Once when Ron and I were celebrating at a graduation party, we had a conversation about my personality. I was a pretty serious kid at times (okay, that’s the understatement of the year, quit laughing people), and Ron noted that as I entered my early 20s, I was starting to loosen up a bit and have a little fun. I like to think I’m still on that path, and I like to think I learned some of it from him.

One particular memory of Ron has been popping up in my mind for years. One year Ryan and I had to make Pinewood Derby cars for Cub Scouts. Ron knew mom and I couldn’t handle it on our own. He was good with tools and had a workshop in his basement. So he took Ryan and I, and we designed, drilled, weighted, cut, and finished our cars in the workshop. Unlike so many parents today, Ron didn’t interfere with my design, weighting, or aerodynamics. He let me create and build my own car. He simply made sure I was safe with the tools. It was the perfect level of guidance.

I am pretty sure the design of the car was mediocre and finished with mediocre results, but today the process means much more to me than any result ever could. Ron thought about me and cared enough to step up and make a play. In my opinion, it’s one of the most beautiful things life has to offer: Someone sees a need and fills it with deed. It’s like a dovetail joint that brings together the spiritual with the physical, the intangible with the tangible. It’s common, yet when it’s experienced with great awareness, it seems miraculous. It’s the essence of making a play.
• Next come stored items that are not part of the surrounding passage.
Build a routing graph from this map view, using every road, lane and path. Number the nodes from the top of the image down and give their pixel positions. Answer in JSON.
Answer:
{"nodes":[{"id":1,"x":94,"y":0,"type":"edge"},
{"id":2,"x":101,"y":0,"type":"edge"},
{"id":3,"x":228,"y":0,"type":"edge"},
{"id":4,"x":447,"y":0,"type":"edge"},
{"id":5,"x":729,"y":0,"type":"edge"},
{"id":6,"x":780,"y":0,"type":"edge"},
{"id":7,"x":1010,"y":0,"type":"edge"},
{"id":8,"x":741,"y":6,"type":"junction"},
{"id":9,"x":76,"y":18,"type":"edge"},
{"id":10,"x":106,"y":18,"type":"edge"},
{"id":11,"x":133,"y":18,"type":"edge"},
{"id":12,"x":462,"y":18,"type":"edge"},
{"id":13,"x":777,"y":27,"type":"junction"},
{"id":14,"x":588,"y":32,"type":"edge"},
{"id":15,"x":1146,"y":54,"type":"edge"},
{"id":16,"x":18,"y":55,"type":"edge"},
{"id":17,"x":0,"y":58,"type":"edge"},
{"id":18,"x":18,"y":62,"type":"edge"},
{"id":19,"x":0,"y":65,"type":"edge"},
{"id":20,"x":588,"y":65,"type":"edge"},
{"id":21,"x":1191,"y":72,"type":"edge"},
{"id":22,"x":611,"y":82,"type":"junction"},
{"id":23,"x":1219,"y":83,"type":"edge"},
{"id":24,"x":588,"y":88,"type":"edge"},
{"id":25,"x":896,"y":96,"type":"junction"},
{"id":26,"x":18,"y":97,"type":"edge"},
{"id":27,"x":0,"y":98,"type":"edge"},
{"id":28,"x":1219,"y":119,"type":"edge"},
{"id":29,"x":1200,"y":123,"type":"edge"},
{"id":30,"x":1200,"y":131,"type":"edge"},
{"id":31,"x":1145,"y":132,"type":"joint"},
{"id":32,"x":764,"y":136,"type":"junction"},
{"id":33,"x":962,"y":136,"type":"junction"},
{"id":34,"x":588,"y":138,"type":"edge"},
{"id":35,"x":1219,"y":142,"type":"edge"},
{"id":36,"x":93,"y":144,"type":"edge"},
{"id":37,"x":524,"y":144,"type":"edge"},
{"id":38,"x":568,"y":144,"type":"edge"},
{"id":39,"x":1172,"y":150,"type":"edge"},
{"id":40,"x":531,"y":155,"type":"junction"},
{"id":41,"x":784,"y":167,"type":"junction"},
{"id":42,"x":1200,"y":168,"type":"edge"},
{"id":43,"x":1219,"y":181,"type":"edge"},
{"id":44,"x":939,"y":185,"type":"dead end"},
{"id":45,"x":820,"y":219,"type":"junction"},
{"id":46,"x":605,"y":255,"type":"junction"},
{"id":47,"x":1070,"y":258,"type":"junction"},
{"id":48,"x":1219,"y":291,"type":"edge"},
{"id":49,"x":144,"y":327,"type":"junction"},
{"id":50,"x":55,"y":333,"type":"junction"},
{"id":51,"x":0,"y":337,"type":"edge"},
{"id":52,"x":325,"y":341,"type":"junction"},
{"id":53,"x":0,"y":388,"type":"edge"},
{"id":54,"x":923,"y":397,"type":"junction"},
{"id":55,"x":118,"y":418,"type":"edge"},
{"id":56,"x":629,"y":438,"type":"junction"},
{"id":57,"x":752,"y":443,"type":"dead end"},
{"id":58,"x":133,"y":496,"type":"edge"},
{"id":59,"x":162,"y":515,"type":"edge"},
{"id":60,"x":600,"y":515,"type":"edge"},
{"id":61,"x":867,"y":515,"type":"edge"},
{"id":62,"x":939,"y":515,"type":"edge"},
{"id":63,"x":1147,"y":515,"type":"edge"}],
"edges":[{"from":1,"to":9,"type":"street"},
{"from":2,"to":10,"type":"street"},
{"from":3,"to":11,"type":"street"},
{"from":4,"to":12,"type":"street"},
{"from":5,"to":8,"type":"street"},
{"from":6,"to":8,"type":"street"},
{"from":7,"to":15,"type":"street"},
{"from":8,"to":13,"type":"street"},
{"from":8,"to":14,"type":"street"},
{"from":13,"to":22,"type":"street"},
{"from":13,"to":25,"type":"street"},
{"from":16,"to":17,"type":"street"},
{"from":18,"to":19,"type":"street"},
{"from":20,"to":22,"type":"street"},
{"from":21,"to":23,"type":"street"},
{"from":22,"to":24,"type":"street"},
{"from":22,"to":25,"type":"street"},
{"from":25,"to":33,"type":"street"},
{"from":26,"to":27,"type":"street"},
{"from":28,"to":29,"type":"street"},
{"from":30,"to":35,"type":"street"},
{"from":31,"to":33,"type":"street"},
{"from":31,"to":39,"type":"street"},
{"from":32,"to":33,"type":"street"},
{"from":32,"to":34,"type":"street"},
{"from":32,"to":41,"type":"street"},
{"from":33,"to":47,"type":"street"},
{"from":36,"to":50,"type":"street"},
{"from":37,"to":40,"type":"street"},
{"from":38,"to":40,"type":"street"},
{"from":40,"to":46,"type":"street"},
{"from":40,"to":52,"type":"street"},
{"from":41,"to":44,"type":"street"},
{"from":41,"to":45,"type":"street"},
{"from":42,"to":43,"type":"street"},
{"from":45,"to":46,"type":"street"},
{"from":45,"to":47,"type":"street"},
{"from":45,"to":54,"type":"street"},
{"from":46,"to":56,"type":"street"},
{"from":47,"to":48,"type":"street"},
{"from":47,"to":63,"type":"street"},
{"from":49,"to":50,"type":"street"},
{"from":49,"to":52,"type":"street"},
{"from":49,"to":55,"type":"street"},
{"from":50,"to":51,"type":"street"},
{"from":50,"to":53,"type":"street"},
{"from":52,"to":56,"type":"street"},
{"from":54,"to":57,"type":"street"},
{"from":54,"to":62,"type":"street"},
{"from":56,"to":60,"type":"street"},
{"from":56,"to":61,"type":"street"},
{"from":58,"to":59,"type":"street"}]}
When Ron made plays for me, Dee, Rhondi, Ryan, and Darren should get credit for their assists (and they made their own plays for me too). They shared their husband and father with me, and that’s worth more than a small mention. Sometimes we can’t make plays without assists from others.

That’s where my Aunt Sue comes in. She certainly made her own plays in life, but she also made assists by allowing my Uncle Hank to be another father figure in my life. She and my cousins, Kyle and Tim, shared selflessly and included me in their lives in so many ways.

Aunt Sue also shared her family of origin with me. I have great memories of spending time with her brothers, sisters, and parents, Harold and Ruth Klaus. One of my earliest memories is of her marriage to my uncle at their family farm in Harbor Beach. Another is smelt dipping with Uncle, Harold, and her brother Tim. We fished for hours, then used scissors to gut the fish for what seemed like hours more, then fried and ate them. Talk about filling a need with a deed. It was a perfect adventure for a young boy.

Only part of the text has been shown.